As I was framing my shot a man walked by me and stopped to watch. Then he asked me what I was photographing. I pointed to the building through the hole and he said something like, “Yeah, that’s a nice building.” Then he asked me what I thought about the new buildings like that and I explained I was trying to show gentrification with the photo. That got him excited. He told me to follow him and he showed me the front of 227 Duffield Place and explained that his grandmother had owned the building and it was the center of a decade long preservation fight. Jay was a charming light-skinned black man in his late twenties.
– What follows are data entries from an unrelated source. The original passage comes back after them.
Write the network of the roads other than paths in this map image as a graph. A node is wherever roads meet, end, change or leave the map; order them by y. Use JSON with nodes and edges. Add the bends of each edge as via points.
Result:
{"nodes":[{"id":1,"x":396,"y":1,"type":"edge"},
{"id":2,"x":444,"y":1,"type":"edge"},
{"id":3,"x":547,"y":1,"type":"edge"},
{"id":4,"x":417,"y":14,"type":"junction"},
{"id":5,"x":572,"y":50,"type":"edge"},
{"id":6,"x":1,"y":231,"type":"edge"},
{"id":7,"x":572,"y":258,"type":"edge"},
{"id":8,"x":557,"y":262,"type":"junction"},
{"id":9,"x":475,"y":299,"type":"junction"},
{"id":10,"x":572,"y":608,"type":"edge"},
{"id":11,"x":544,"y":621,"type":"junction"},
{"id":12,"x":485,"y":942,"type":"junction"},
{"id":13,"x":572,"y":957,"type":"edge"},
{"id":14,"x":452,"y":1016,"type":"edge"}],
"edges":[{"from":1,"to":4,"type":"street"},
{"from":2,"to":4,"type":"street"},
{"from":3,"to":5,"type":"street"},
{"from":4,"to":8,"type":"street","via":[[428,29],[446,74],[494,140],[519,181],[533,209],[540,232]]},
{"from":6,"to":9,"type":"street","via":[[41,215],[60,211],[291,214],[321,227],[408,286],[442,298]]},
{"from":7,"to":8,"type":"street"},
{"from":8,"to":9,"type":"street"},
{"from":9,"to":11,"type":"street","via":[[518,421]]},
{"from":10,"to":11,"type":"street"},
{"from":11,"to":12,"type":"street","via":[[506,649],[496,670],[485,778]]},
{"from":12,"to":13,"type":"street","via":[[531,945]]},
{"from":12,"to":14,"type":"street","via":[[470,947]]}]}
A few details he shared about spending time on the block: There was a man who ran a place called Jason’s Psychic-CJ Tea Room (here’s a NY Daily News piece from 1997 that gives a review of the place). He said Jason, a white man, had two golden retrievers and a Chinese boyfriend, and he’d parade up and down the block and ask Jay when he was going to come and visit. Later, when I told Jay my first name he said, “That’s the name of my kindergarten crush!” The coincidence of that detail made me wonder if he actually is the grandson of Mama Joy Chatel, or if she was someone he heard stories about and made his own. Either way, he was passionate about preserving the house.
Read more about the fight and the eventual landmarks preservation designation. Sadly, it seems the Chatel family was swindled out of their property.
These days, my favorite photography moments are when I interact with other people. I’m not sure what form it will take, but I hope to find a way to intersect photography with people and their stories.
I know it’s been a while and I’d love to hear from you! If you have any great photographs you’d like to share, please respond to this email. They can be your photographs or just photographs you love.
Until next time…
Adalena
I love to receive comments and questions about photography and cameras!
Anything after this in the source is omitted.